The Carolina Panthers made history at last year’s NFL draft.
In 2020, the Panthers became the first team since the merger in 1970 to use seven picks on the defensive side of the ball. All seven of those players eventually made contributions as the team began the processing of rebuilding its defense.
It is highly unlikely the team will duplicate the 1985 Cleveland Browns, the only team since the merger to select seven offensive players, in next week’s draft. There are still some remaining needs on defense, especially at cornerback and defensive tackle, although it would make for interesting record-setting.
With seven picks in the upcoming draft, the Panthers have an opportunity to add talent to the roster after filling most of the obvious needs, both starters and backups, during free agency. Along the way, the Panthers could set some notable marks and firsts, especially in the first year under general manager Scott Fitterer.
Here are some possibilities some to keep an eye on:
Panthers have not drafted a defensive back in the first round since 2004
It has been close to two decades since Carolina invested a first-round pick on any defensive back — corner or safety. The last time the Panthers drafted a cornerback in the first-round was Chris Gamble in 2004. The team has drafted 38 other defensive backs outside of the first round since 1995, per Pro Football Reference. Since 2005, NFL teams have drafted a total of 93 defensive backs in the first round.

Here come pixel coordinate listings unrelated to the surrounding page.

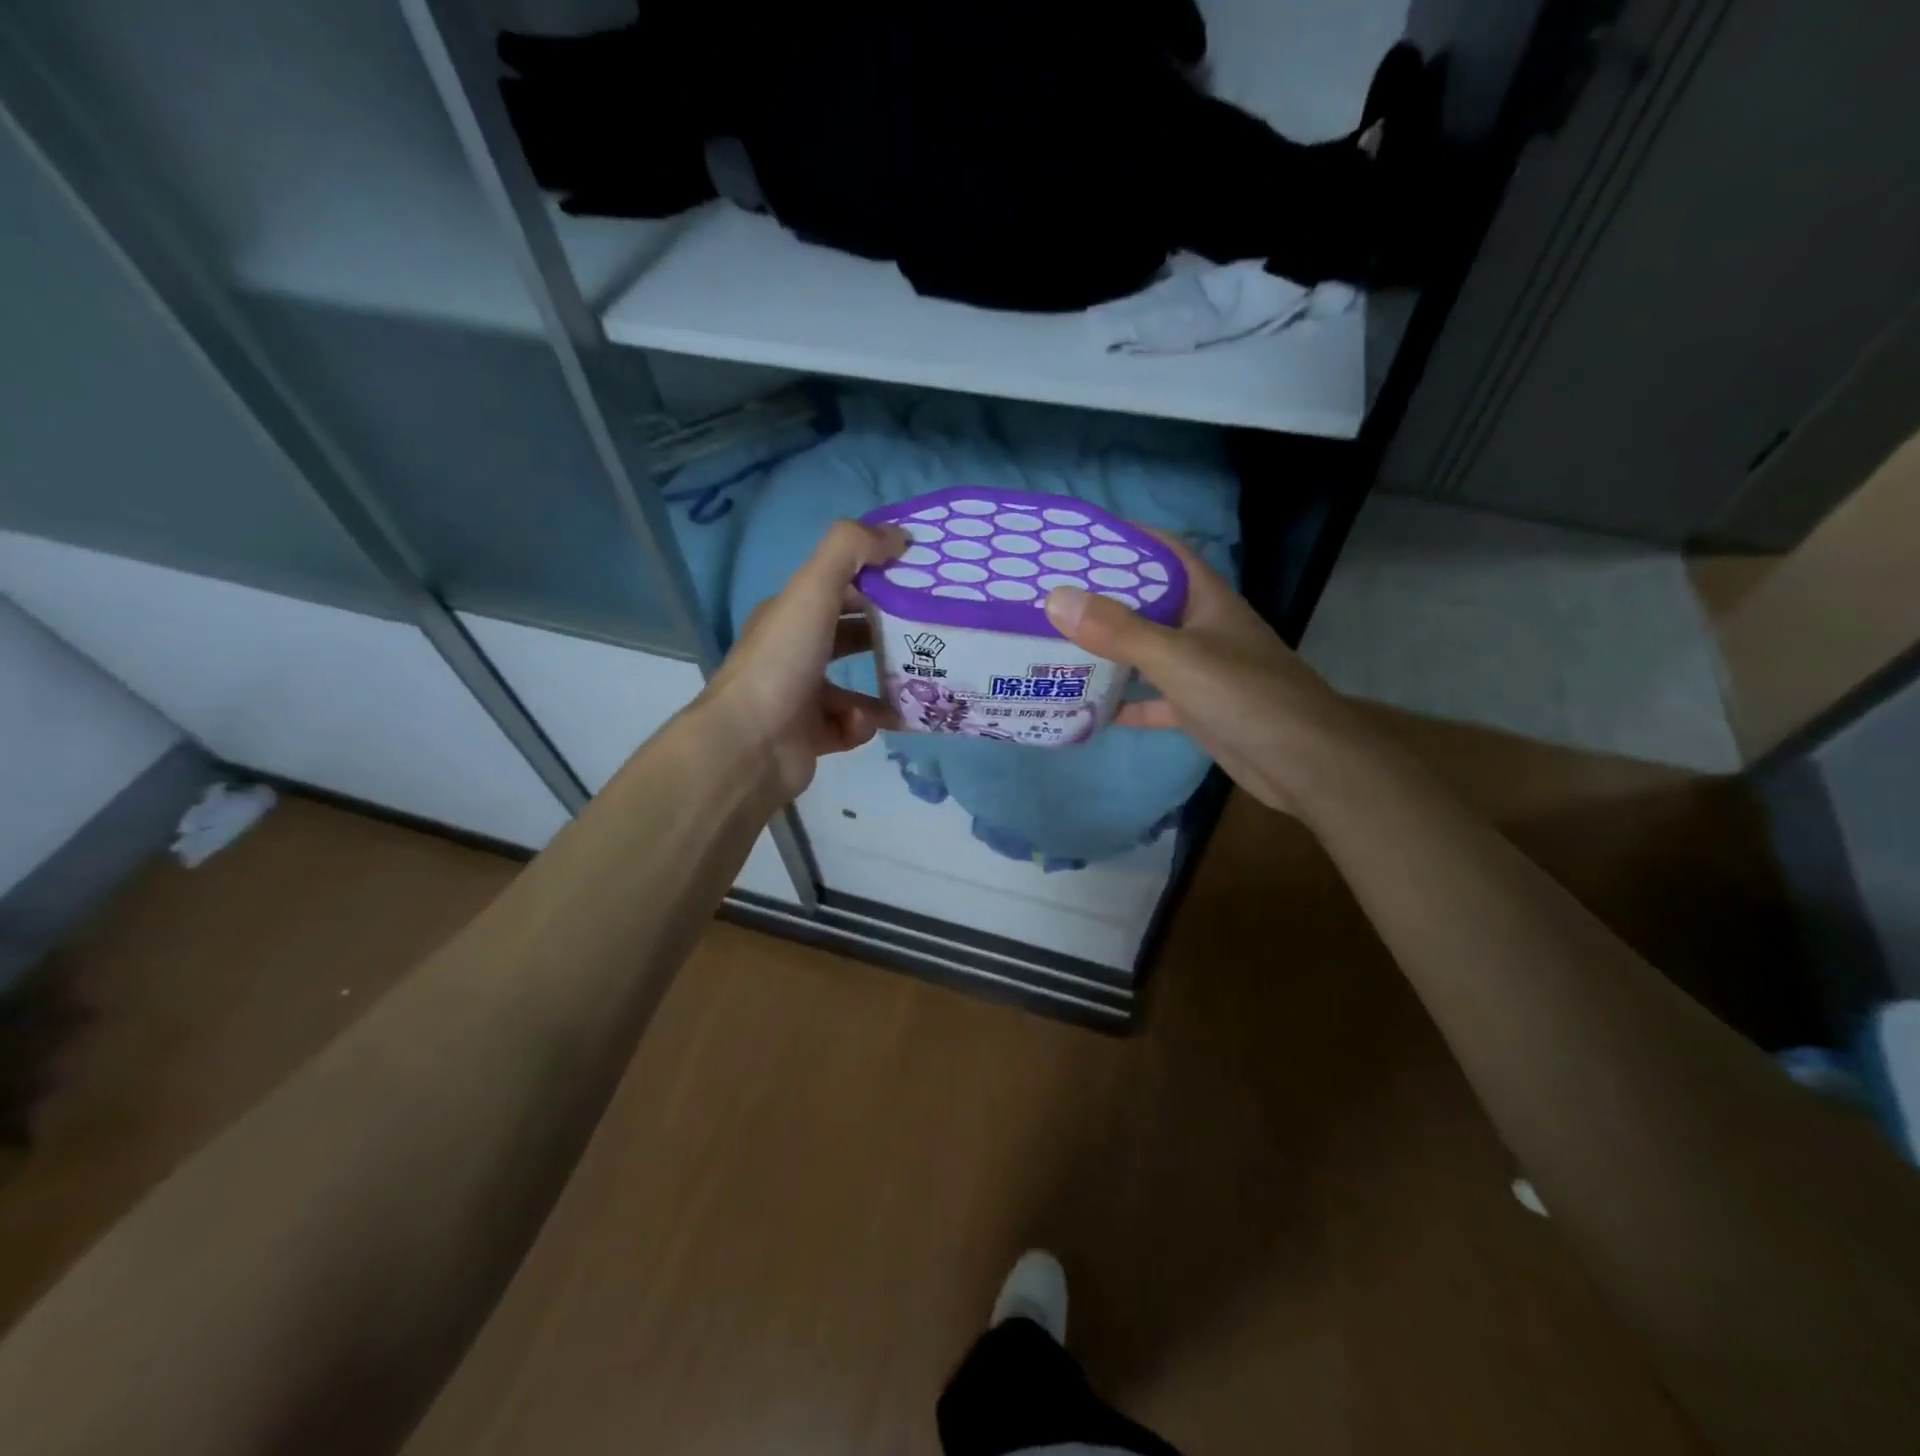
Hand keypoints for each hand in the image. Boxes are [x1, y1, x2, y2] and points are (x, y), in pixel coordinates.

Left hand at [697, 520, 906, 800]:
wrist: (748, 746)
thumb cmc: (782, 662)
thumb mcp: (813, 590)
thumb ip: (851, 550)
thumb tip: (898, 535)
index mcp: (789, 615)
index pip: (839, 588)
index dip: (877, 581)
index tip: (919, 584)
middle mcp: (793, 653)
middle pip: (849, 636)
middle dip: (887, 636)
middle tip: (928, 638)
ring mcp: (801, 697)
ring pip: (855, 687)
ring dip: (884, 686)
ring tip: (914, 687)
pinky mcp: (811, 737)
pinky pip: (850, 725)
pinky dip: (862, 724)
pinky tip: (863, 724)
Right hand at [1042, 535, 1361, 815]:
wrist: (1305, 764)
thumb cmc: (1246, 696)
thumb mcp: (1177, 658)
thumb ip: (1119, 630)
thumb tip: (1056, 599)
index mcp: (1206, 600)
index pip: (1163, 553)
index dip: (1125, 540)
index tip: (1077, 539)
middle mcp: (1202, 628)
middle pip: (1147, 602)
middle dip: (1103, 597)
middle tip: (1050, 595)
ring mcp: (1200, 670)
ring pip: (1145, 651)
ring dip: (1108, 650)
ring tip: (1056, 644)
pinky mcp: (1196, 709)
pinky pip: (1150, 699)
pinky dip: (1123, 702)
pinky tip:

During Fitterer’s time with the Seattle Seahawks, the team only drafted two corners in the first-round, but a significant amount of trading out of the first day helped with that.
Why this could be the year: Last year, the Panthers drafted two cornerbacks, Troy Pride Jr. and Stan Thomas-Oliver, and two other defensive backs, hybrid player Jeremy Chinn and safety Kenny Robinson.
Even though the team signed veteran corner A.J. Bouye recently, cornerback remains a position that needs to be addressed. Bouye is not a long-term solution, Donte Jackson is entering the final year of his rookie deal — although an extension could be on the way — and Pride is still developing.
Taking a corner at No. 8 is a possibility for the Panthers and could also be a strong option if the team gets a good offer to trade back.
Players to watch: Patrick Surtain II (Alabama), Jaycee Horn (South Carolina).
A former Clemson player has never been drafted by Panthers
No, it’s not going to be Trevor Lawrence playing in Charlotte, but could this be the year a former Clemson Tiger is drafted by the Panthers?
The reality that the team has never drafted someone from Clemson is one of a list of random facts that can be trotted out each draft weekend, but it stands out because of the proximity of the school to Bank of America Stadium. Currently, there are no former Clemson players on the roster.
A couple of Tigers were coached by the Panthers staff at the Senior Bowl, Amari Rodgers and Cornell Powell, and could be potential fits as Carolina works to get younger on offense.
Players to watch: WR Amari Rodgers; WR Cornell Powell; OL Jackson Carman.
Could the 10th quarterback in franchise history be drafted?
The Panthers added a new face to the quarterback room by trading for former New York Jets’ third-overall pick Sam Darnold. The organization has selected nine quarterbacks in the draft, including two in the first-round — Kerry Collins (1995) and Cam Newton (2011). Since 2011, Newton and 2019 third-round pick Will Grier have been the only quarterbacks the team has drafted.
Why this could be the year: Even after trading for Darnold, the Panthers could still draft a quarterback. It is now less likely in the first round, but taking a chance on a player on Day 2 or Day 3 is also a possibility as the team looks to get the quarterback situation straightened out.
Players to watch: Justin Fields (Ohio State), Kellen Mond (Texas A&M), Davis Mills (Stanford).
No tight end drafted in first two rounds
Tight end is not often a position addressed early in the NFL draft. Florida’s Kyle Pitts is the notable name this year, but he is likely to be off the board by the time Carolina picks at No. 8.
The Panthers have only drafted one tight end in the first three rounds of the draft — Mike Seidman 76th overall in 2003. Drafting a tight end early in Seattle was not unheard of, including Nick Vannett in the third-round in 2016.
Why this could be the year: Dan Arnold was added to the tight end room this offseason, but there is still a need at the position for another top pass-catcher. The Panthers’ previous history does not involve addressing the position early, but there is a major need this year for Joe Brady’s offense and it could be something addressed earlier under coach Matt Rhule and Fitterer.
Players to watch: Pat Freiermuth (Penn State), Hunter Long (Boston College), Brevin Jordan (Miami FL).